Ticket sales for the Rio 2016 Olympic Games get underway
The Rio 2016 Organising Committee (Rio 2016) has begun ticket sales for Brazilian residents. Residents of Brazil can log on to Rio 2016’s official website until 30 April and apply for tickets to the Games – the first to be held in South America. Those living outside Brazil can go to the same place to find out who is the Authorised Ticket Reseller (ATR) for their territory of residence, so that they can get their tickets for the 2016 Olympic Games.
Applications made by residents of Brazil during this first phase of sales will be entered into a draw, with the results of who has got which tickets announced in June. In recognition of the long-lasting partnership between Visa and the Olympic Games, only Visa cards will be accepted in payment for tickets. This process means that, no matter when the application is made during the first phase, everyone has an equal chance of getting the Games tickets that they have applied for. A second draw will be made in July, with the results announced in August, but this will be open only to those who participated in phase one. A first-come, first-served online sales phase for Brazilian residents will then be started in October, with box offices expected to open in Brazil in June 2016.
For people from outside Brazil, their local ATR will be the place to go. By using the tools available on Rio’s website, fans will immediately be able to check if they have the correct ATR and that they are buying from an authorised source.

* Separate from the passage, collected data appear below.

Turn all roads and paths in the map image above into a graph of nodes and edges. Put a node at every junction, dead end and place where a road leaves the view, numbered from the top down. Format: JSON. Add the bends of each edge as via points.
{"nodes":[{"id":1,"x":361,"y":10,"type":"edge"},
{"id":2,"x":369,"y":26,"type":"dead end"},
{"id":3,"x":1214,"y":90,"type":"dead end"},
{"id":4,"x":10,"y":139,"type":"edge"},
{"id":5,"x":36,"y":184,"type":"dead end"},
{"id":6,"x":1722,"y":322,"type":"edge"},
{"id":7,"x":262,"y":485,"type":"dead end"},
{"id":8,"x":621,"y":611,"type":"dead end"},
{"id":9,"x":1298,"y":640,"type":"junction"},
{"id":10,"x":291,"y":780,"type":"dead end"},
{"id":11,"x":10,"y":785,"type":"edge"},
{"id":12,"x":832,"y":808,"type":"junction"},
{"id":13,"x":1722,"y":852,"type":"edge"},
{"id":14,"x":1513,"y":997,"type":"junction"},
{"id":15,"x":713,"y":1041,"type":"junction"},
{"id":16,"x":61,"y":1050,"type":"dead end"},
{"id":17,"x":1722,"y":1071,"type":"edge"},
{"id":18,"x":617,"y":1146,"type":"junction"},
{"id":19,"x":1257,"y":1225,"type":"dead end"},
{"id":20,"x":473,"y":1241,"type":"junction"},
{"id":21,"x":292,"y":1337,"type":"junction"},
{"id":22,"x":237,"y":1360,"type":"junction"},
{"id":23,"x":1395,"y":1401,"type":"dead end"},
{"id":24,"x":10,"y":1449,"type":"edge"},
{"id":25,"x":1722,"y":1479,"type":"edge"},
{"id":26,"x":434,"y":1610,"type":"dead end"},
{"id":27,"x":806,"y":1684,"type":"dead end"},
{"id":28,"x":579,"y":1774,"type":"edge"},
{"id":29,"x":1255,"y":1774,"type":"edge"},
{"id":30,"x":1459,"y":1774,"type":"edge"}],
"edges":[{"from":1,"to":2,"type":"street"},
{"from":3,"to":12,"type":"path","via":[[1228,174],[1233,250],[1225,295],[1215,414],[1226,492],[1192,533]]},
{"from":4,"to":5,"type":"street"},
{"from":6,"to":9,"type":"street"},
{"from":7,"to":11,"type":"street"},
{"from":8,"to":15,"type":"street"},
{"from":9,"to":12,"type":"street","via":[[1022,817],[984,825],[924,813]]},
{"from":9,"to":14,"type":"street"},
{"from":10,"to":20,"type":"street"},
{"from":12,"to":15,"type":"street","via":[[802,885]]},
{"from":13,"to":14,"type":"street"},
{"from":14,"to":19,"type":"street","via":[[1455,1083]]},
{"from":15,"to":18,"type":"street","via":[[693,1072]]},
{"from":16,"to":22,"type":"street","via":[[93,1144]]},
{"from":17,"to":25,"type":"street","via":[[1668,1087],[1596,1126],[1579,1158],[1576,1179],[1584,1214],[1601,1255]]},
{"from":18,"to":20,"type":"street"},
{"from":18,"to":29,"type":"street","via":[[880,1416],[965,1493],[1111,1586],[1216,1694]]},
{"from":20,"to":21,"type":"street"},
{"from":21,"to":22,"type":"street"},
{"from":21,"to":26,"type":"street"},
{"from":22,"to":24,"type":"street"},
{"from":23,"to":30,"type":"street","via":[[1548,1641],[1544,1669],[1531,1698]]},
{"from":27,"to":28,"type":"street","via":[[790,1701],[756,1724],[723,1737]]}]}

In total, about 7.5 million tickets for the Rio 2016 Olympic Games will be put on sale, with more than half priced at 70 Brazilian reals (about 22 US dollars) or less. The cheapest tickets will be 40 Brazilian reals (about 13 US dollars), while the most expensive ticket for a sports event will be 1,200 Brazilian reals (372 US dollars), and the most expensive Opening Ceremony ticket will be 4,600 Brazilian reals (1,425 US dollars). Fans will also be able to watch some events like the marathon and road cycling for free, as the athletes compete on the city’s streets.